Produced by Frank and Anne Hummert, the series could be classified with its own unique category of "comedy soap opera", highlighted by organist Rosa Rio's rollicking rendition of the opening theme music, "Funiculi, Funicula". During the early 1950s, the 15-minute program served as a comedy lead-in to Bob and Ray. Each episode opened with this introduction:
We all know couples like lovable, impractical Lorenzo Jones and his devoted wife, Belle. Lorenzo's inventions have made him a character to the town, but not to Belle, who loves him. Their struggle for security is anybody's story, but somehow, with Lorenzo, it has more smiles than tears... and now, let's smile awhile with Lorenzo Jones and his wife, Belle.

==Characters and story==
The daydreaming Lorenzo Jones (Karl Swenson) was employed as an auto mechanic at a garage owned by Jim Barker (John Brown, Frank Behrens). Barker's wife Irma (Mary Wickes, Grace Keddy, Nancy Sheridan) had her own opinions about Lorenzo's inventions. Lorenzo's friend Sandy Matson (Joseph Julian) listened patiently as Lorenzo told him how fame and fortune were just around the corner, even though Lorenzo's dreams and schemes rarely surfaced in the marketplace. However, his wife Belle (Betty Garde, Lucille Wall) always remained faithful as Lorenzo devised such curiosities as an outdoor vacuum cleaner and a teapot with three spouts (for strong, medium and weak tea).

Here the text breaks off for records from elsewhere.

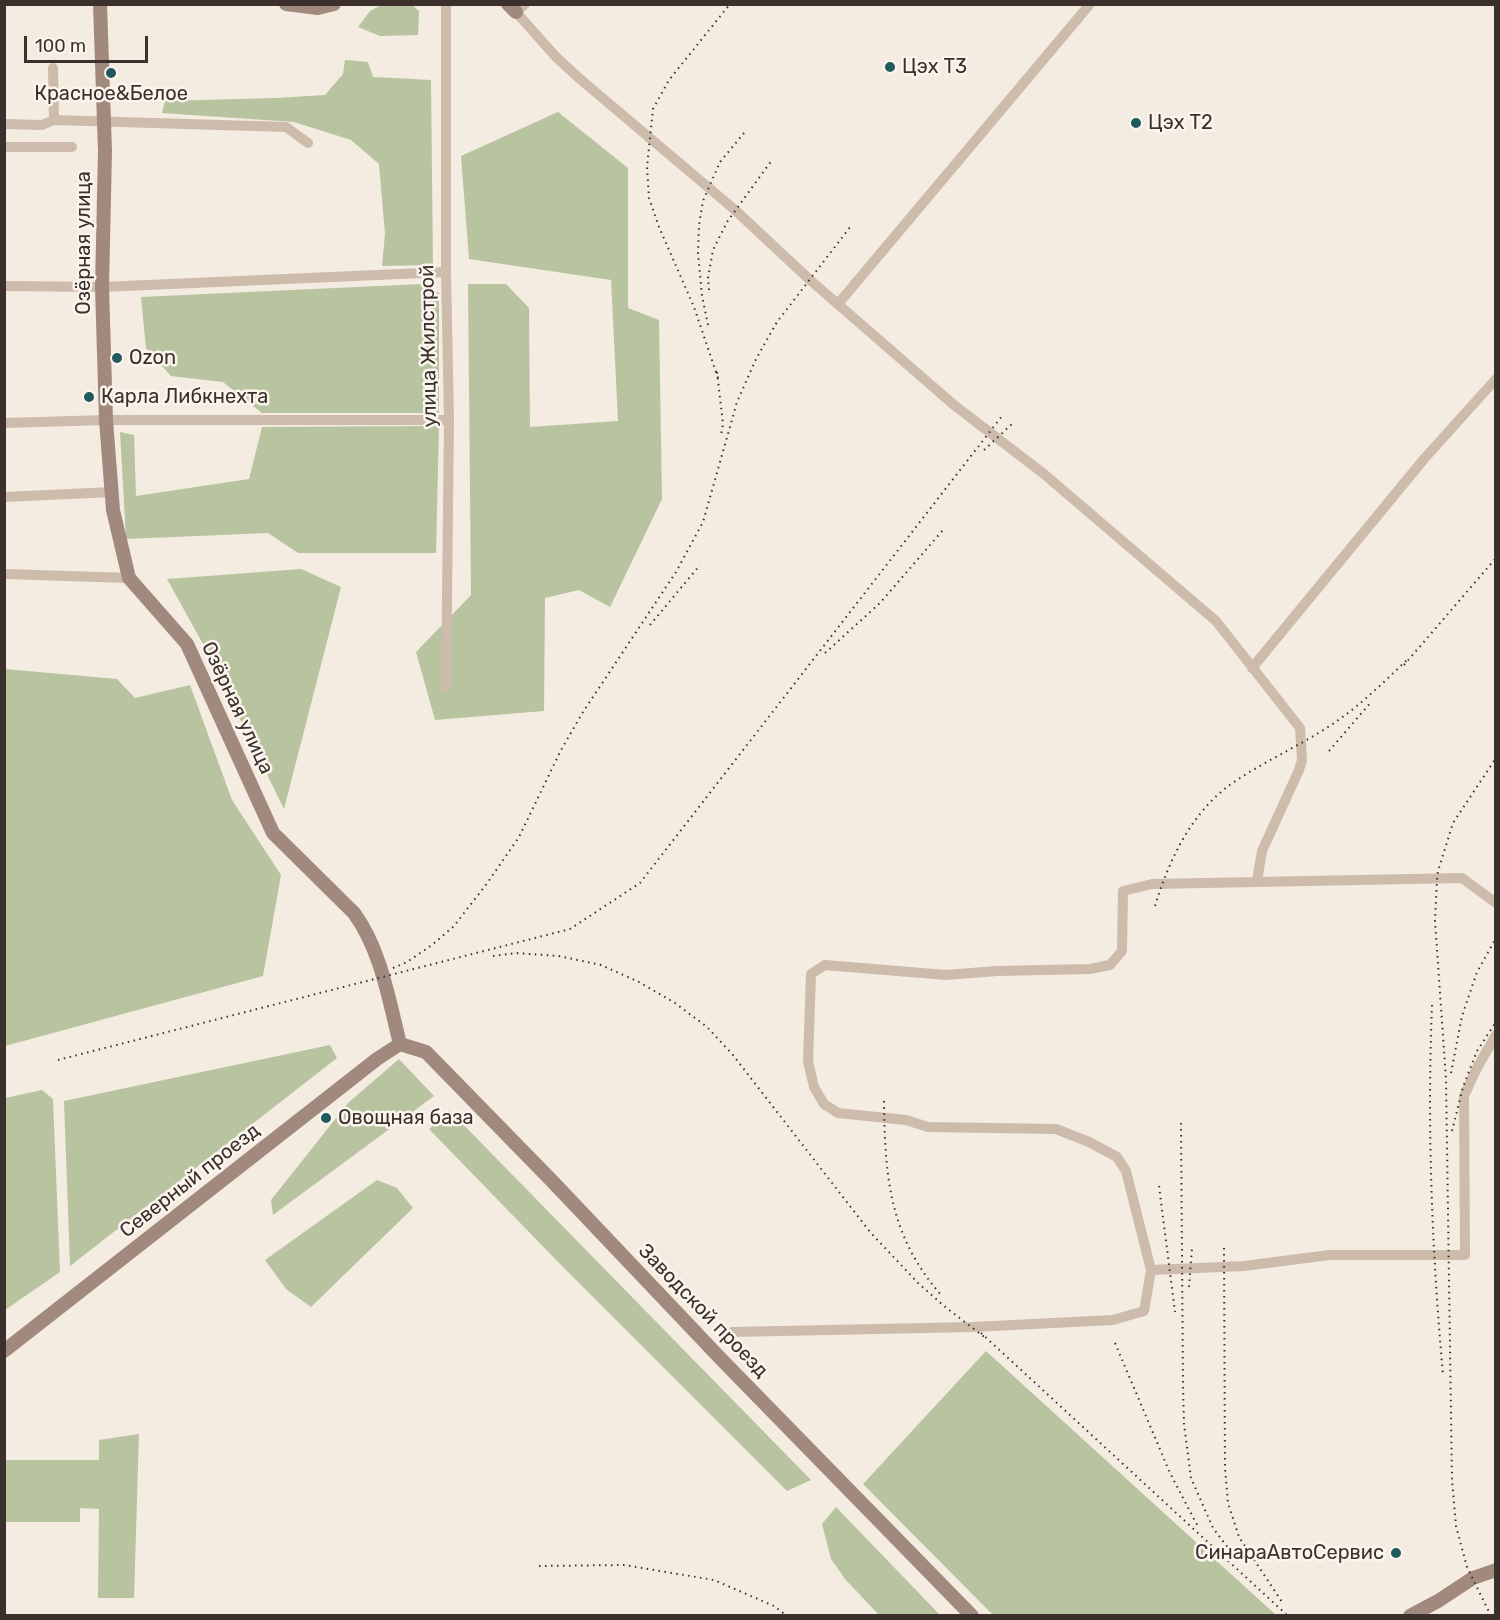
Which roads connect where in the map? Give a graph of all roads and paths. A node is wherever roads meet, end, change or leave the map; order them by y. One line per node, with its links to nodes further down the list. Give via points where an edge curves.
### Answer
1 (100, 4): 9 (street, Озёрная улица)
2 (286, 4): 3 (street, via 318,8)
3 (334, 4)
4 (446, 4): 14 (street, улица Жилстрой)
5 (1090, 4): 17 (street)
6 (516, 7): 17 (street, via 556,57)
7 (53, 68): 8 (street)
8 (54, 120): 9 (street); 10 (street, via 42,125)
9 (104, 121): 11 (street, via 286,127); 16 (street, Озёрная улица)
10 (4, 124)
11 (308, 143)
12 (7, 147): 13 (street)
13 (72, 147)
14 (446, 272): 16 (street); 20 (street, улица Жилстрой)
15 (4, 286): 16 (street)
16 (102, 287): 19 (street, Озёрная улица)
17 (838, 304): 26 (street, via 1216,621)
18 (1496, 379): 26 (street, via 1424,459)
19 (106, 420): 20 (street); 21 (street); 22 (street, Озёрная улица)
20 (449, 420): 27 (street, улица Жилстрой)
21 (4, 423)
22 (113, 492): 23 (street); 25 (street, Озёрная улица, via 113,510)
23 (4, 497)
24 (4, 573): 25 (street)
25 (129, 578): 31 (street, Озёрная улица, via 187,644 273,833 365,928 383,976)
26 (1252, 668): 28 (street, via 1300,728 1302,760 1262,851)
27 (446, 687)
28 (1257, 881): 29 (street, via 1462,878); 32 (street, via 1152,884 1124,891 1122,951 1110,965 946,975 825,965 811,974 808,1061 814,1087 824,1104 838,1113 906,1120 928,1127 1056,1129 1089,1142 1116,1157 1126,1171)
29 (1496, 903)
30 (1496, 1035): 32 (street, via 1464,1096 1465,1255 1329,1255 1244,1266)
31 (400, 1044): 34 (street, Северный проезд); 36 (street, Заводской проезд, via 426,1052)
32 (1151, 1270): 33 (street, via 1144,1311 1113,1320)
33 (732, 1332)
34 (4, 1351)
35 (1496, 1570): 37 (street, via 1473,1578)
36 (972, 1616)
37 (1410, 1616)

Lorenzo and Belle were able to buy their rented house after his invention of an automatic foot-warmer became a success, bringing them $2500. During the early 1950s, when science fiction became increasingly popular, Lorenzo spent many days attempting to construct a rocket ship in his basement. As time passed, the plots became a bit more like conventional soap operas, notably during a story arc in which Lorenzo was kidnapped by jewel thieves, received a blow to the head and wandered about with amnesia for more than a year.

==Program==
The program was launched by NBC at 4 pm on April 26, 1937, airing in that time period until the following year. In 1938–39, it was heard at 11:15 am, moving to 4:30 pm (1939–51), then to 5:30 pm (1951-54), concluding the series run at 5:15 pm (1954–55). From 1937 to 1949, the sponsors were Phillips Milk of Magnesia and Bayer Aspirin, followed by Procter & Gamble (1949–55).

The show was scripted by Ted Ferro (who also collaborated on the Barnaby comic strip in 1946-47) and his wife, Mathilde Ferro. The announcers were Don Lowe, Norman Sweetser and George Putnam. Directors included Stephen Gross and Ernest Ricca.
This show is widely acclaimed in the novel In Country.

==Cultural legacy==
Lorenzo Jones served as an example of an inventor in the oral arguments of the 2009 Supreme Court case in re Bilski.